(DATASET RECORDS Opens)
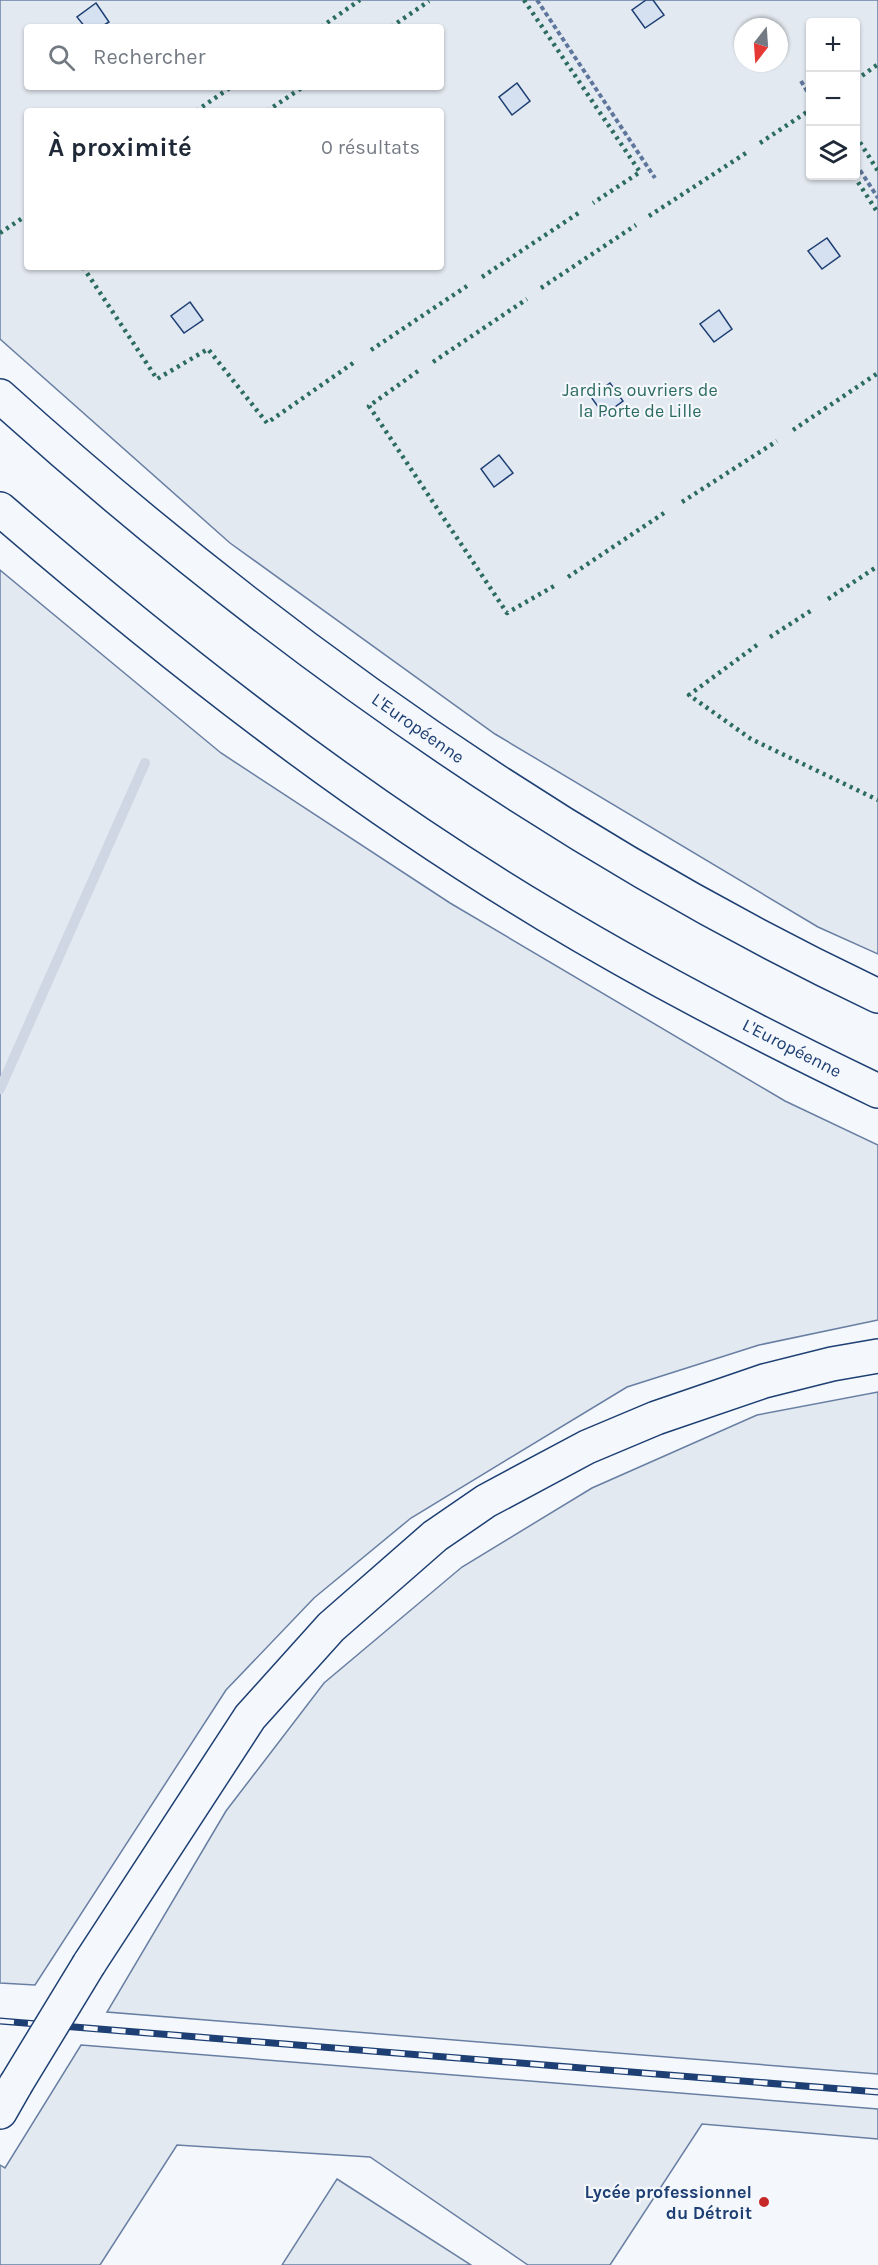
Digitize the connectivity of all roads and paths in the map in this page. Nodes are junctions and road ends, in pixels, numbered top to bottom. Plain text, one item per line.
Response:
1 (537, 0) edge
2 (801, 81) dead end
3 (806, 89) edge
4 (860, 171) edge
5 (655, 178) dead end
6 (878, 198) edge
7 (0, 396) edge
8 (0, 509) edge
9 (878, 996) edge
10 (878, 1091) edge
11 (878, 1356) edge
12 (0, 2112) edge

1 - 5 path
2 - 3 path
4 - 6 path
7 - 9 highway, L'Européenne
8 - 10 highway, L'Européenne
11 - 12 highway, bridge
(DATASET RECORDS Closes)
(DATASET RECORDS Opens)
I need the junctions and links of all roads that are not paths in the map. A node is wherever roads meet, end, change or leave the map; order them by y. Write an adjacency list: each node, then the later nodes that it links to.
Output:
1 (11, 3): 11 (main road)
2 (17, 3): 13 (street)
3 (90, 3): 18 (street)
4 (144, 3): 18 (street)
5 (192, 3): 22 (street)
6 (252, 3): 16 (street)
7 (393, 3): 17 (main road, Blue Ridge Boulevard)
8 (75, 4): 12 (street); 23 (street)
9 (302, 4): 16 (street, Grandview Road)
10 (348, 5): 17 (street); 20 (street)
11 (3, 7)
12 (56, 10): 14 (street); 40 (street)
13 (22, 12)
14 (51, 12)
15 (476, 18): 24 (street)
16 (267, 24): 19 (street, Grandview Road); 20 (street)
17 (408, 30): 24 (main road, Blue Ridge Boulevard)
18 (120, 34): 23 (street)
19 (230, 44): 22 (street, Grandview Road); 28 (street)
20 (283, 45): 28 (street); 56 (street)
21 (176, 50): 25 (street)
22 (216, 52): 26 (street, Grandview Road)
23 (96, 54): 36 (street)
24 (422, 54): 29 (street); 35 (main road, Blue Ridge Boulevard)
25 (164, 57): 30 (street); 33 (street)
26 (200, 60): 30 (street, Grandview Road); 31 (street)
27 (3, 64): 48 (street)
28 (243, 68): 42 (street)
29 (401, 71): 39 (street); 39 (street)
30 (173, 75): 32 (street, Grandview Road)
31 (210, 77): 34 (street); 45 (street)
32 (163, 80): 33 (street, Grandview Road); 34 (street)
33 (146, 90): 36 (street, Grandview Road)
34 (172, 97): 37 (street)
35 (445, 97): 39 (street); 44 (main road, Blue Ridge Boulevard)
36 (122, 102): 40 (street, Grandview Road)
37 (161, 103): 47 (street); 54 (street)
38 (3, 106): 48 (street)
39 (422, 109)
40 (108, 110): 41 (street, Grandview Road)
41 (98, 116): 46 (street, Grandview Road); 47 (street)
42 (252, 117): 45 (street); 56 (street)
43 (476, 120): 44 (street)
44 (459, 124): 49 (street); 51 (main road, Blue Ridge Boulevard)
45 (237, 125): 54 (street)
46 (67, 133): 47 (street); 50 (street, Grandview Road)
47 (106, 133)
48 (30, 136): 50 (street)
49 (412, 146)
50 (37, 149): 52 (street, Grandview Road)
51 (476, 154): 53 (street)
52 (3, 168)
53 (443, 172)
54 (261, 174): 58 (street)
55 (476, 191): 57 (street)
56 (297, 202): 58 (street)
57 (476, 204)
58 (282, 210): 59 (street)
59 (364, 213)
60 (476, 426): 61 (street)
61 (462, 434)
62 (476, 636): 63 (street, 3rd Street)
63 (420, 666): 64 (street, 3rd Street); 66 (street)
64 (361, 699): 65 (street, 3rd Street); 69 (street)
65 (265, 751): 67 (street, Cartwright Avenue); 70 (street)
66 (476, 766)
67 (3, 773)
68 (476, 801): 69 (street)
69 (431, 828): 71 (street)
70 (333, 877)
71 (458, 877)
(DATASET RECORDS Closes)
Your task is to copy each line of the entries that includes the word "roads".

§ YOUR SOLUTION:
Digitize the connectivity of all roads and paths in the map in this page. Nodes are junctions and road ends, in pixels, numbered top to bottom. Plain text, one item per line.
I need the junctions and links of all roads that are not paths in the map. A node is wherever roads meet, end, change or leave the map; order them by y. Write an adjacency list: each node, then the later nodes that it links to.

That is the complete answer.